Die Glosse im Guller
Dürfen wir fremde Kinder zurechtweisen?
Schauplatz war ein Kindergeburtstag. Was immer auch der Auslöser war, jedenfalls boxte dort ein Achtjähriger einer Gleichaltrigen volle Pulle auf die Brust, was ihr wohl ziemlich weh getan hat. Denn die Kleine weinte bitterlich und flüchtete in die Arme ihrer ebenfalls anwesenden Mutter. Währenddessen mampfte der gewalttätige Gast gut gelaunt Geburtstagstorte. Die einzigen, die offensichtlich seiner Aktion Beachtung geschenkt hatten, waren das misshandelte Mädchen und dessen Mama. Letztere konzentrierte sich darauf, ihre Tochter zu trösten. Denn sie war unsicher bei der Frage: Darf man ein fremdes Kind wegen seines Verhaltens tadeln?
Geburtstagsfeier-Trauma
Nein, die Mutter war nicht ich. Zum einen ist meine Tochter schon 31 Jahre alt, zum anderen würde ich mich so etwas nie fragen. Natürlich darf man, ich schaue doch nicht schweigend zu, wenn so ein Rotzlöffel ein Kind verdrischt! Doch die sonst so redegewandte Radiomoderatorin, die das selbst erlebte Geburtstagsfeier-Trauma in einer Morgensendung aufarbeitete, hatte sich in der Situation lieber zurückgehalten. Die Sorge, Boxer-Boys Seele könnte Schaden nehmen, war wohl zu groß. Vielleicht war es auch die Angst vor gesellschaftlicher Ächtung oder ewigem Fegefeuer.
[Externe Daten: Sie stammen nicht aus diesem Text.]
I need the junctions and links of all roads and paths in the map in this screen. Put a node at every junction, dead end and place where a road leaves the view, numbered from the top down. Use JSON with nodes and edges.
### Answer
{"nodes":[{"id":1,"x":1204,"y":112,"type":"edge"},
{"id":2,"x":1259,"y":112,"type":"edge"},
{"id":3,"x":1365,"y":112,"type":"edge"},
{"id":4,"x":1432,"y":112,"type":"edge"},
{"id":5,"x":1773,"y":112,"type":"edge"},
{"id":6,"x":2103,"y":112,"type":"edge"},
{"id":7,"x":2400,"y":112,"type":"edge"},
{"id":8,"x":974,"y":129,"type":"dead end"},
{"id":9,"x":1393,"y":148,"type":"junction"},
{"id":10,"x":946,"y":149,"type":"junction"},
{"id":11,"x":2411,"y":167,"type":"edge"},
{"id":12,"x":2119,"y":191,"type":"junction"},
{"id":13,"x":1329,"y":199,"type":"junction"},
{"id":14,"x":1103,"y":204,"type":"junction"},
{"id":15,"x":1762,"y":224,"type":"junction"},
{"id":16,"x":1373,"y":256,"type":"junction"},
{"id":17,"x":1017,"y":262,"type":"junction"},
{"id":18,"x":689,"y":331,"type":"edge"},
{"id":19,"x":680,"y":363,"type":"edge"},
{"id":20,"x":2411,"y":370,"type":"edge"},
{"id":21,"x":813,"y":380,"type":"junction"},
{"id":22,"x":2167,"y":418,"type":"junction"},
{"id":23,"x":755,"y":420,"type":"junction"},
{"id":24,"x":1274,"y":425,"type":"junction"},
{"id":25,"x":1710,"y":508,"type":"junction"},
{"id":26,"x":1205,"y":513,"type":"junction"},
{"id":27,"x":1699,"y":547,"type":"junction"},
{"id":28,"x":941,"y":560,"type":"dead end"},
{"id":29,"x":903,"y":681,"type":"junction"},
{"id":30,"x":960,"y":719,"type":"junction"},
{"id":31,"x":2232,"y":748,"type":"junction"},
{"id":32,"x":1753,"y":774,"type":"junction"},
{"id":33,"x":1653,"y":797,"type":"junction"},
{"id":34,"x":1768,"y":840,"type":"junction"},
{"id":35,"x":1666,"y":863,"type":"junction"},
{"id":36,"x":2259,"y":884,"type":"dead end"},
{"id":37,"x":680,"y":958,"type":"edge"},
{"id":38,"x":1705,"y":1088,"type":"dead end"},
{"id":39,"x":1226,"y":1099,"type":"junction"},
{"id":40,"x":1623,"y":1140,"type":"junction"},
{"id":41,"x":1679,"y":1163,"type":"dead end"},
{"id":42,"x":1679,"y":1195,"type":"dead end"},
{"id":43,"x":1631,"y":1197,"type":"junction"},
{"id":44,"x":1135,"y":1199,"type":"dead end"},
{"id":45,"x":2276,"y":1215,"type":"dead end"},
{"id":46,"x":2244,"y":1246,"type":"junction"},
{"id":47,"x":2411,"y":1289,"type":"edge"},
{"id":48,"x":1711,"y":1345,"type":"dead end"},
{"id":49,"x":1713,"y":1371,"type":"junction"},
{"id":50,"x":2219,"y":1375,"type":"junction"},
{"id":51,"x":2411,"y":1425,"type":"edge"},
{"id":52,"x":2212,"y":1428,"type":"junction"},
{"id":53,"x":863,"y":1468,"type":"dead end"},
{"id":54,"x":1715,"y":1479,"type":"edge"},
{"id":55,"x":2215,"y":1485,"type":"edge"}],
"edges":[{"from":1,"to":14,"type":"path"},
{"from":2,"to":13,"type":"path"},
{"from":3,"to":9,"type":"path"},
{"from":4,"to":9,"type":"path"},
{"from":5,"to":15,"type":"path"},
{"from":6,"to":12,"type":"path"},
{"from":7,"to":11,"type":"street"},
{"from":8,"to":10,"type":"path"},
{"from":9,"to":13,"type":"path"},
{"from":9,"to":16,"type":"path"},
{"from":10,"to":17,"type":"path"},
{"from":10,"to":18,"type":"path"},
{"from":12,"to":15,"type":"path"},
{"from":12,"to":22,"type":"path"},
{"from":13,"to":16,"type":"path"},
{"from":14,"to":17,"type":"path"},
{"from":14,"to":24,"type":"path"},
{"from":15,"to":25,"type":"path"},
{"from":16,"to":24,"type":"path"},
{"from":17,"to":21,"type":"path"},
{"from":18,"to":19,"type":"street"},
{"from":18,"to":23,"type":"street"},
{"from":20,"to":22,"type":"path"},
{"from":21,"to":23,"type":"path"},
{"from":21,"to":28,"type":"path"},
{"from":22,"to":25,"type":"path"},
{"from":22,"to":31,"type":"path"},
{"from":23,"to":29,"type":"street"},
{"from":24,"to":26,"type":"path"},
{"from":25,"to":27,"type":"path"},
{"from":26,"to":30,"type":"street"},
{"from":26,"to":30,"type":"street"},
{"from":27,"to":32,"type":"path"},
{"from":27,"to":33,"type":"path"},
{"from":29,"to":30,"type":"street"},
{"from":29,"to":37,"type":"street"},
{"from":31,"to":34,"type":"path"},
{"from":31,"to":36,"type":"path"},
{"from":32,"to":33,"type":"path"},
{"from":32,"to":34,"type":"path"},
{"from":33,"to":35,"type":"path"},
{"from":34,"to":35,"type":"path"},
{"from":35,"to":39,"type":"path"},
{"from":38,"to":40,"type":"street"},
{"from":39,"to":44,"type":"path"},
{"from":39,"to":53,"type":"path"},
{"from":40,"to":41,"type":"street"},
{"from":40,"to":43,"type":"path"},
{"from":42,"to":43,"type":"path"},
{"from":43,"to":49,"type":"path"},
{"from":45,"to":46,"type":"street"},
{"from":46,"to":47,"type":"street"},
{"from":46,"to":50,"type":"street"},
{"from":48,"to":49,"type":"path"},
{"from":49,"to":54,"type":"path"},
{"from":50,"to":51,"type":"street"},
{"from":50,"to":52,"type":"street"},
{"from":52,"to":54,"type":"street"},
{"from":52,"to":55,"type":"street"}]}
Allerdings sah sie die Eltern des Geburtstagskindes in der moralischen Pflicht, irgendetwas zu unternehmen. Aber die Gastgeberpolizei hatte wohl ebenfalls Angst, es könnte ihr deshalb Amtsanmaßung vorgeworfen werden und schaute lieber weg.
Erziehungsfehler
Nun steht es altmodischen Großmüttern wie mir nicht zu, am Moralcodex moderner Mamas herumzukritteln. Schließlich hat jede Generation das Recht, ihre eigenen Erziehungsfehler zu machen. Trotzdem möchte ich allen eine Frage stellen, die es übergriffig finden, Schläger in ihre Schranken zu verweisen. Was wird aus dem kleinen Gewalttäter mal werden, wenn ihm niemand Einhalt gebietet? Richtig, ein großer Gewalttäter. Das kann niemand wollen.